Your instructions
Leaving out the images, return the data below exactly as it is written.

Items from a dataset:
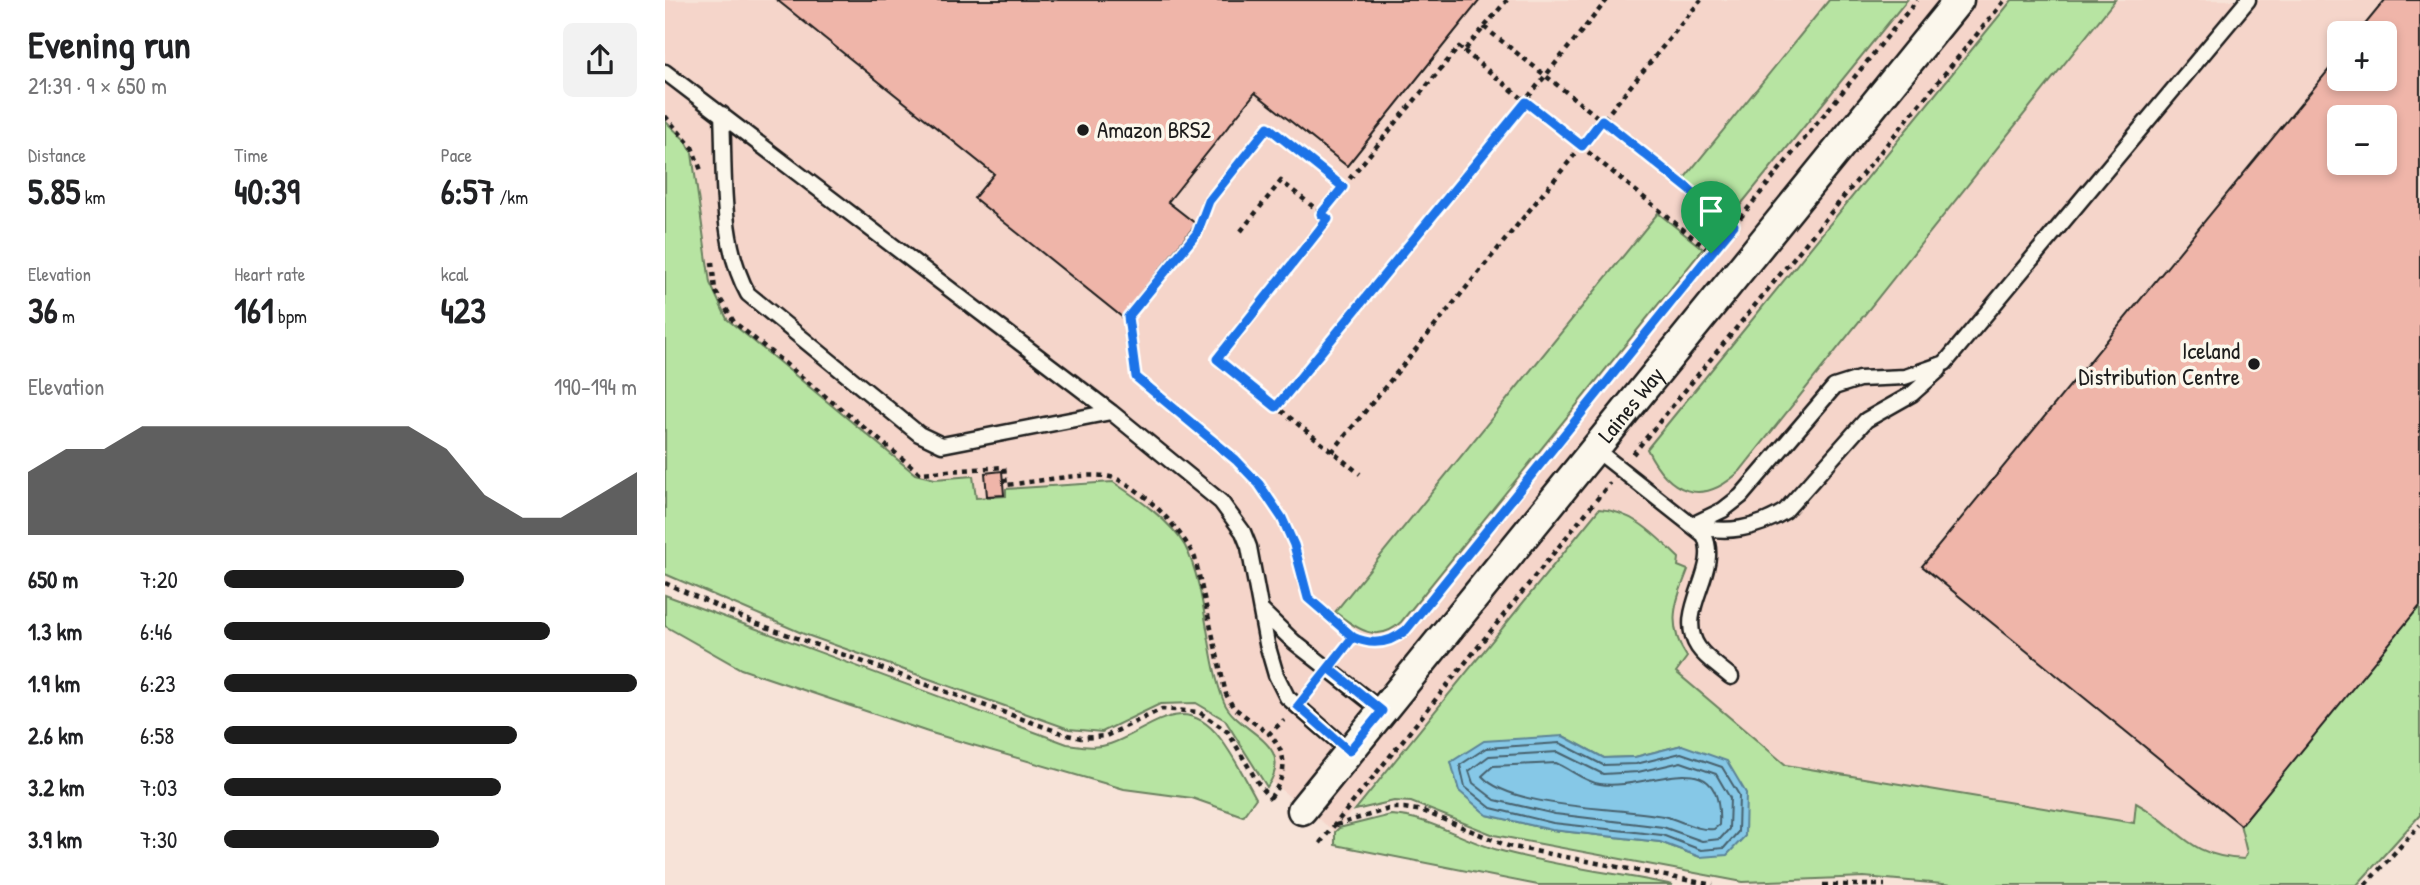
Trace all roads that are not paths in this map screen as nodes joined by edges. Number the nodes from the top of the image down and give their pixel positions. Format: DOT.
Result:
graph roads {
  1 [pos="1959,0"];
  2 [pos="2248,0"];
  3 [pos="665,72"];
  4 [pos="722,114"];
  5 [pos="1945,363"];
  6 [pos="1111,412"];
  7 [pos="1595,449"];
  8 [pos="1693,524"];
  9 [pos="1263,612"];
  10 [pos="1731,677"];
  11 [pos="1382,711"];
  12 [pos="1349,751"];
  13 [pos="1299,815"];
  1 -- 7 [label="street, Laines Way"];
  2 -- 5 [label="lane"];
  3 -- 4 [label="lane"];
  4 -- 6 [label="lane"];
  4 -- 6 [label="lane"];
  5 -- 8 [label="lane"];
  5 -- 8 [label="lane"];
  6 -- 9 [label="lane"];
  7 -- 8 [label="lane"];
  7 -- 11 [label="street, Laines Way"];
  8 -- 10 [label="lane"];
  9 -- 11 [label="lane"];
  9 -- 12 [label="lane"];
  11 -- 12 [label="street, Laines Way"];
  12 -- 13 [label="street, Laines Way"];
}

Reply to the task
Trace all roads that are not paths in this map screen as nodes joined by edges. Number the nodes from the top of the image down and give their pixel positions. Format: DOT.
Result:
graph roads {
  1 [pos="1959,0"];
  2 [pos="2248,0"];
  3 [pos="665,72"];
  4 [pos="722,114"];
  5 [pos="1945,363"];
  6 [pos="1111,412"];
  7 [pos="1595,449"];
  8 [pos="1693,524"];
  9 [pos="1263,612"];
  10 [pos="1731,677"];
  11 [pos="1382,711"];
  12 [pos="1349,751"];
  13 [pos="1299,815"];
  1 -- 7 [label="street, Laines Way"];
  2 -- 5 [label="lane"];
  3 -- 4 [label="lane"];
  4 -- 6 [label="lane"];
  4 -- 6 [label="lane"];
  5 -- 8 [label="lane"];
  5 -- 8 [label="lane"];
  6 -- 9 [label="lane"];
  7 -- 8 [label="lane"];
  7 -- 11 [label="street, Laines Way"];
  8 -- 10 [label="lane"];
  9 -- 11 [label="lane"];
  9 -- 12 [label="lane"];
  11 -- 12 [label="street, Laines Way"];
  12 -- 13 [label="street, Laines Way"];
}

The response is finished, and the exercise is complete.